By 2000, the CHAMP team had already spent around four years meeting overseas investors, and they were beginning to build a network. After 13 years in the business they also had that all-important track record.

"The first overseas investor we secured was HarbourVest Partners," says Skrzynski. "They had established a Hong Kong office and were active in the region. The fact we had a US partner, and there was someone they could call in New York as well as in Sydney, had also helped give our investors' confidence."

After securing their first oversea institutional investor, not only was CHAMP - which raised A$500 million for Fund I - able to chalk up another first for Australian private equity, but it also helped legitimize the jurisdiction in eyes of the LP community. Before long, other Australian funds had begun to follow suit.

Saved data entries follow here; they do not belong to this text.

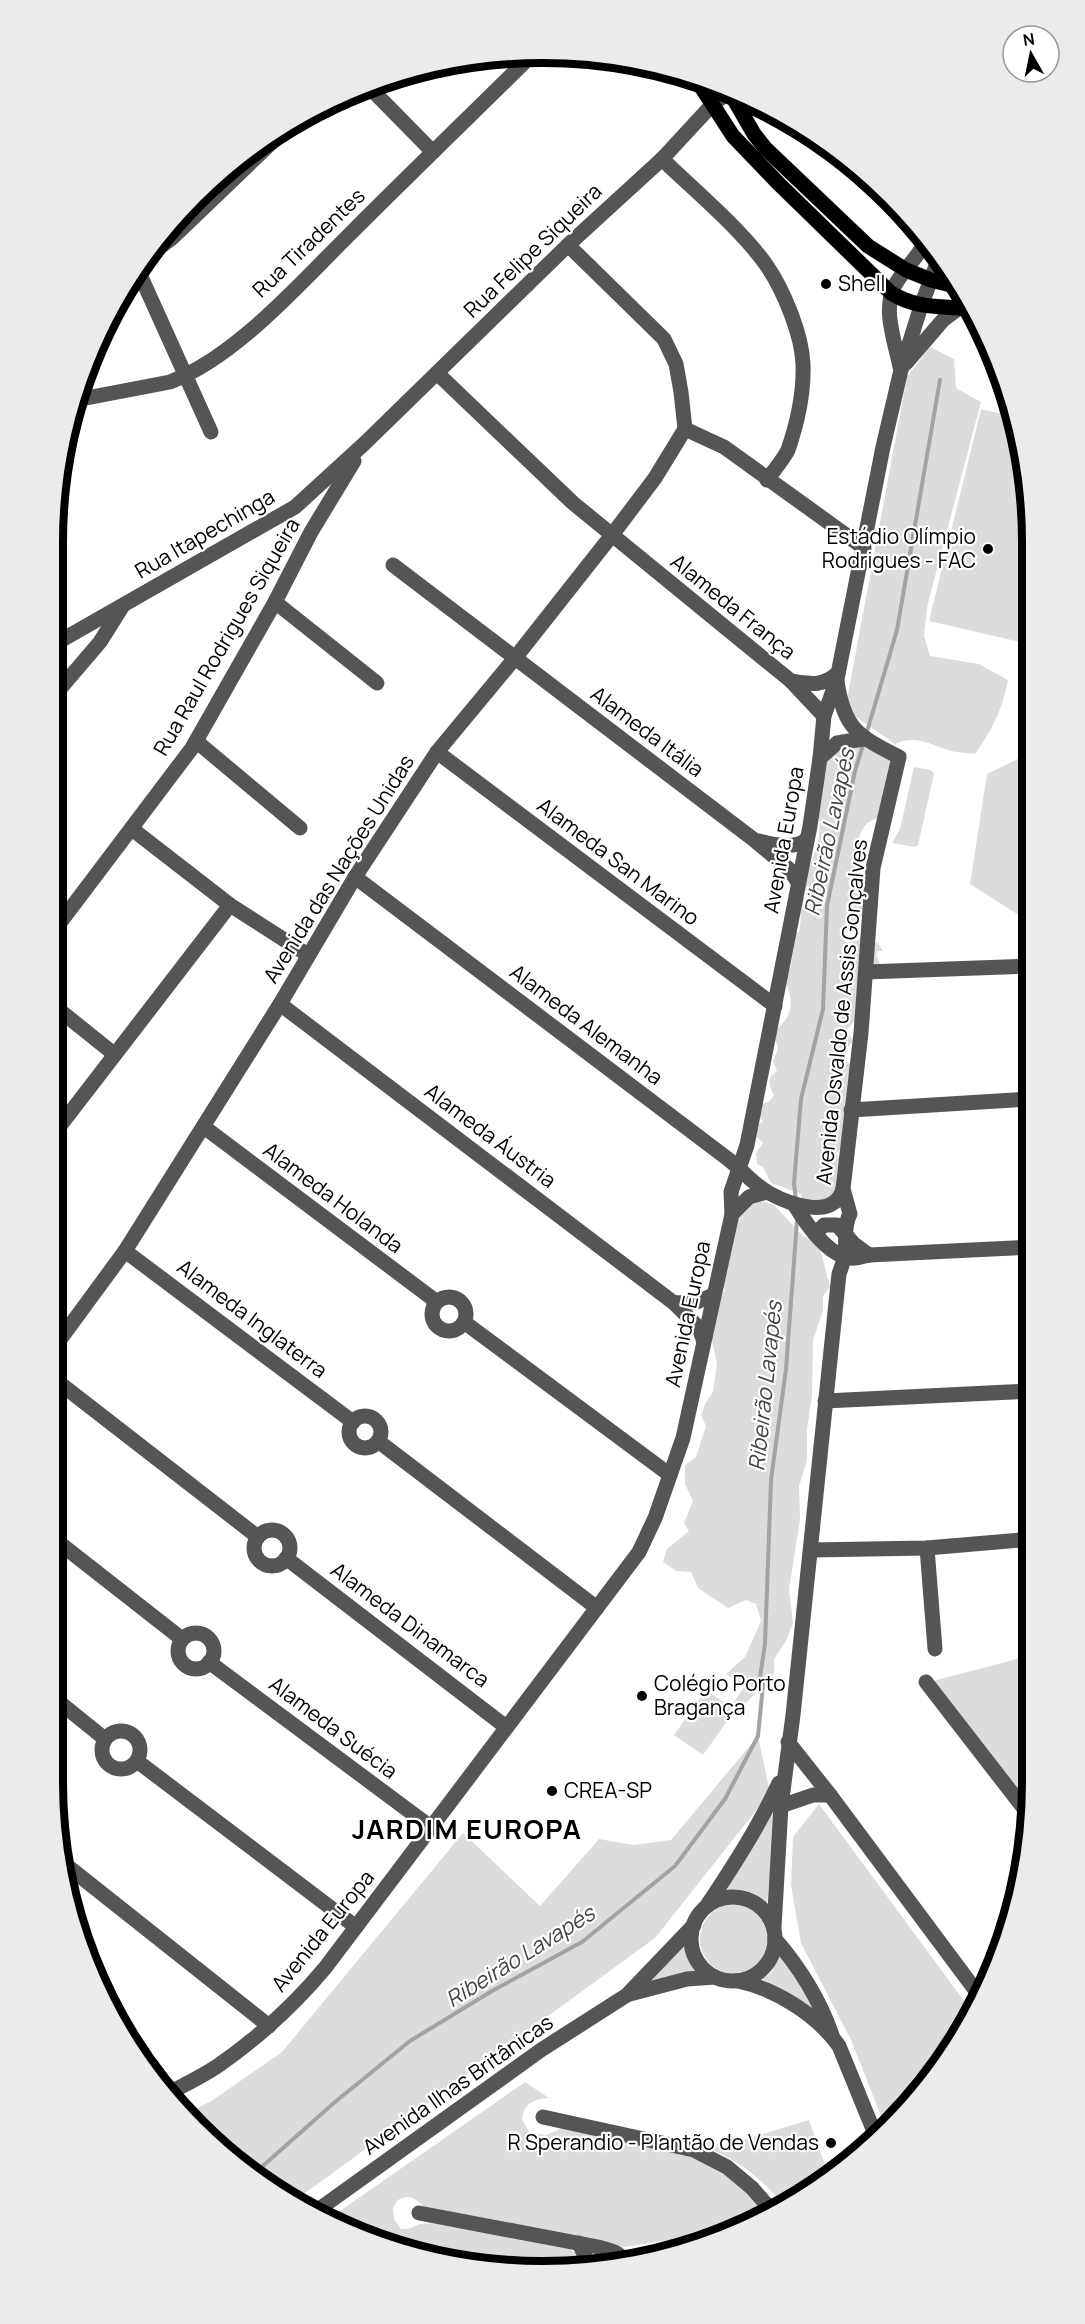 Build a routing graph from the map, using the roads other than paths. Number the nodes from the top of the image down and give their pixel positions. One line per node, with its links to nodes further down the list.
1 (523, 64): 7 (street, Rua Tiradentes)
2 (702, 90): 6 (main road)
3 (375, 93): 7 (street)
4 (721, 97): 6 (street, Rua Felipe Siqueira)
5 (738, 104): 14 (main road)
6 (711, 106): 8 (street, Rua Felipe Siqueira); 18 (main road)
7 (433, 152): 24 (street, Rua Tiradentes)
8 (662, 159): 11 (street, Rua Felipe Siqueira); 29 (street)
9 (252, 161): 10 (street)
10 (174, 237)
11 (568, 245): 23 (street, Rua Felipe Siqueira); 26 (street)
12 (922, 250): 14 (street)
13 (935, 268): 16 (street, Avenida Europa)
14 (906, 270): 16 (main road); 18 (street)
15 (142, 279): 24 (street)
16 (931, 280): 17 (main road); 19 (street, Avenida Europa)
17 (946, 284)
18 (891, 293): 19 (main road); 22 (street, Avenida Europa)
19 (921, 306): 20 (main road); 22 (street, Avenida Europa)
20 (961, 308)
21 (962, 309): 22 (street, Avenida Europa)
22 (901, 370): 33 (street, Avenida Europa)
23 (437, 373): 28 (street, Rua Felipe Siqueira); 32 (street, Alameda França)
24 (184, 376): 25 (street, Rua Tiradentes); 27 (street)
25 (85, 398)
26 (684, 429): 29 (street); 32 (street, Avenida das Nações Unidas)
27 (211, 432)
28 (365, 443): 30 (street, Rua Itapechinga); 31 (street, Rua Raul Rodrigues Siqueira)
29 (767, 480): 33 (street)
30 (295, 507): 31 (street); 36 (street, Rua Itapechinga)
31 (311, 532): 35 (street, Rua Raul Rodrigues Siqueira)
32 (612, 535): 38 (street, Avenida das Nações Unidas); 40 (street, Alameda França)
33 (864, 548): 39 (street, Avenida Europa)
34 (393, 565): 38 (street, Alameda Itália)
35 (275, 602): 41 (street); 45 (street, Rua Raul Rodrigues Siqueira)
36 (124, 604): 37 (street, Rua Itapechinga); 42 (street)
37 (63, 639)
38 (515, 658): 46 (street, Avenida das Nações Unidas); 50 (street, Alameda Itália)
39 (837, 676): 40 (street); 43 (street, Avenida Europa); 44 (street)
40 (791, 681): 43 (street, Alameda França)
41 (377, 683)
42 (63, 684)
43 (824, 716): 47 (street, Avenida Europa)
44 (864, 739): 47 (street); 58 (street, Avenida Osvaldo de Assis Gonçalves)
45 (196, 741): 48 (street); 49 (street, Rua Raul Rodrigues Siqueira)
46 (437, 752): 52 (street, Avenida das Nações Unidas); 60 (street, Alameda San Marino)
47 (820, 758): 51 (street, Avenida Europa)
48 (300, 828)
49 (132, 829): 54 (street); 55 (street, Rua Raul Rodrigues Siqueira)
50 (753, 839): 51 (street, Alameda Itália); 53 (street, Alameda Itália)
51 (807, 839): 53 (street, Avenida Europa)
52 (355, 877): 56 (street, Avenida das Nações Unidas); 68 (street, Alameda Alemanha)
53 (798, 882): 60 (street, Avenida Europa)
54 (230, 905): 56 (street); 62 (street)
55 (63, 918)
56 (308, 956): 59 (street, Avenida das Nações Unidas)
57 (1022, 966): 58 (street)
58 (866, 972): 64 (street, Avenida Osvaldo de Assis Gonçalves)
59 (280, 1004): 66 (street, Avenida das Nações Unidas); 81 (street, Alameda Áustria)
60 (775, 1006): 67 (street, Avenida Europa)
61 (63, 1014): 62 (street)
62 (114, 1054): 65 (street)
63 (1022, 1097): 64 (street)
64 (851, 1110): 69 (street, Avenida Osvaldo de Assis Gonçalves)
65 (63, 1121)
66 (204, 1127): 76 (street, Avenida das Nações Unidas); 80 (street, Alameda Holanda)
67 (747, 1145): 68 (street, Avenida Europa); 70 (street)
68 (739, 1168): 70 (street, Alameda Alemanha); 72 (street, Avenida Europa)
69 (843, 1189): 71 (street, Alameda Alemanha); 74 (street, Avenida Osvaldo de Assis Gonçalves)
70 (767, 1192): 71 (street, Alameda Alemanha); 72 (street)
71 (799, 1208): 73 (street)
72 (732, 1214): 79 (street, Avenida Europa)
73 (814, 1234): 74 (street); 77 (street)
74 (847, 1236): 77 (street, Avenida Osvaldo de Assis Gonçalves); 78 (street)
75 (1022, 1247): 78 (street)
76 (125, 1251): 83 (street, Avenida das Nações Unidas); 88 (street, Alameda Inglaterra)
77 (840, 1254): 78 (street); 87 (street, Avenida Osvaldo de Assis Gonçalves)
78 (869, 1255)
79 (713, 1295): 81 (street); 84 (street, Avenida Europa)
80 (437, 1302): 82 (street, Alameda Holanda); 82 (street)
81 (674, 1303): 84 (street, Alameda Áustria)
82 (464, 1322): 90 (street, Alameda Holanda)
83 (63, 1333)
84 (703, 1339): 90 (street, Avenida Europa)
85 (63, 1386): 91 (street)
86 (1022, 1391): 87 (street)
87 (825, 1401): 95 (street, Avenida Osvaldo de Assis Gonçalves)
88 (353, 1422): 89 (street, Alameda Inglaterra); 89 (street)
89 (378, 1441): 97 (street, Alameda Inglaterra)
90 (670, 1475): 97 (street, Avenida Europa)
91 (258, 1537): 96 (street); 96 (street)
92 (1022, 1540): 94 (street)
93 (63, 1547): 98 (street)
94 (927, 1548): 95 (street); 99 (street)
95 (811, 1550): 105 (street, Avenida Osvaldo de Assis Gonçalves)
96 (286, 1558): 103 (street, Alameda Dinamarca)
97 (597, 1608): 103 (street, Avenida Europa)
98 (182, 1639): 100 (street); 100 (street)
99 (935, 1649)
100 (209, 1662): 111 (street, Alameda Suécia)
101 (926, 1682): 109 (street)
102 (63, 1706): 104 (street)
103 (506, 1727): 111 (street, Avenida Europa)
104 (105, 1739): 106 (street); 106 (street)
105 (788, 1742): 107 (street, Avenida Osvaldo de Assis Gonçalves); 108 (street)
106 (137, 1761): 115 (street)
107 (785, 1769): 110 (street, Avenida Osvaldo de Assis Gonçalves); 113 (street, Avenida Osvaldo de Assis Gonçalves)
108 (830, 1795): 110 (street); 119 (street)
109 (1021, 1805)
110 (781, 1806): 116 (street, Avenida Osvaldo de Assis Gonçalves)
111 (432, 1828): 115 (street, Avenida Europa)
112 (71, 1869): 121 (street)
113 (707, 1906): 114 (street); 116 (street)
114 (694, 1925): 117 (street); 120 (street, Avenida Ilhas Britânicas)
115 (356, 1928): 121 (street, Avenida Europa)
116 (774, 1933): 118 (street); 122 (street)
117 (715, 1977): 118 (street); 120 (street, Avenida Ilhas Britânicas)
118 (735, 1980): 122 (street)
119 (975, 1990)
120 (627, 1995): 127 (street, Avenida Ilhas Britânicas)
121 (269, 2026): 123 (street, Avenida Europa)
122 (833, 2037): 125 (street)
123 (175, 2089)
124 (543, 2117): 126 (street)
125 (873, 2129)
126 (767, 2205)
127 (322, 2207)
128 (418, 2213): 129 (street)
129 (579, 2243): 130 (street); 131 (street)
130 (620, 2255)
131 (586, 2259)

Skrzynski recalls the turn of the millennium as a positive time for his firm in general. It was also the era of the dot-com boom and, like everyone else, CHAMP was caught up in the excitement.

"It was just at the end of the boom and a very impressive guy came to us and outlined what was essentially a search engine business plan," says Skrzynski. "He was articulate, and his ideas were well thought through. The only problem was when he said: ‘... And I need the money by next Thursday.' That broke one of our rules, but somehow he convinced us to back him."

The investment was LookSmart, a deal Skrzynski describes as a 100-to-one deal - they invested A$1 million and got back A$100 million. When LookSmart listed on NASDAQ in 2000 at a $1 billion valuation, it was the highest capitalization for a non-US company debuting on the bourse that year.

"We didn't know the dotcom crash was coming, but we knew 100-to-one was good, so we weren't greedy; the moment our shares came out of escrow we sold," says Skrzynski. "We exited over the complaints of some of our younger team members, who were caught up in the whole dotcom thing. But we got out, and three months later the market collapsed."

Nearly 15 years on, CHAMP has raised three funds - not including the two vehicles raised as AMP - with committed capital of nearly A$3 billion. Meanwhile, growth capital affiliate CHAMP Ventures is now investing out of its seventh fund, which has a corpus of A$450 million. After over 40 years in the business, and nearly 30 years running CHAMP, Skrzynski - with his colleague Ferris - is considering succession.

With the formation of CHAMP III Fund - the A$1.5 billion vehicle - in 2009, the two founders began transferring equity to the senior managers from the next generation. Earlier this year, John Haddock was appointed CEO. He will lead the company in the next fund cycle.

Skrzynski and Ferris intend to remain on the investment committee, but will eventually step back into a mentoring role as they transition out of the day-to-day running the firm's portfolio companies. "To see the landscape change so much - and to see how the infrastructure has built up around Australian private equity industry - I am as proud to have helped build that, as I am to have co-founded CHAMP," says Skrzynski.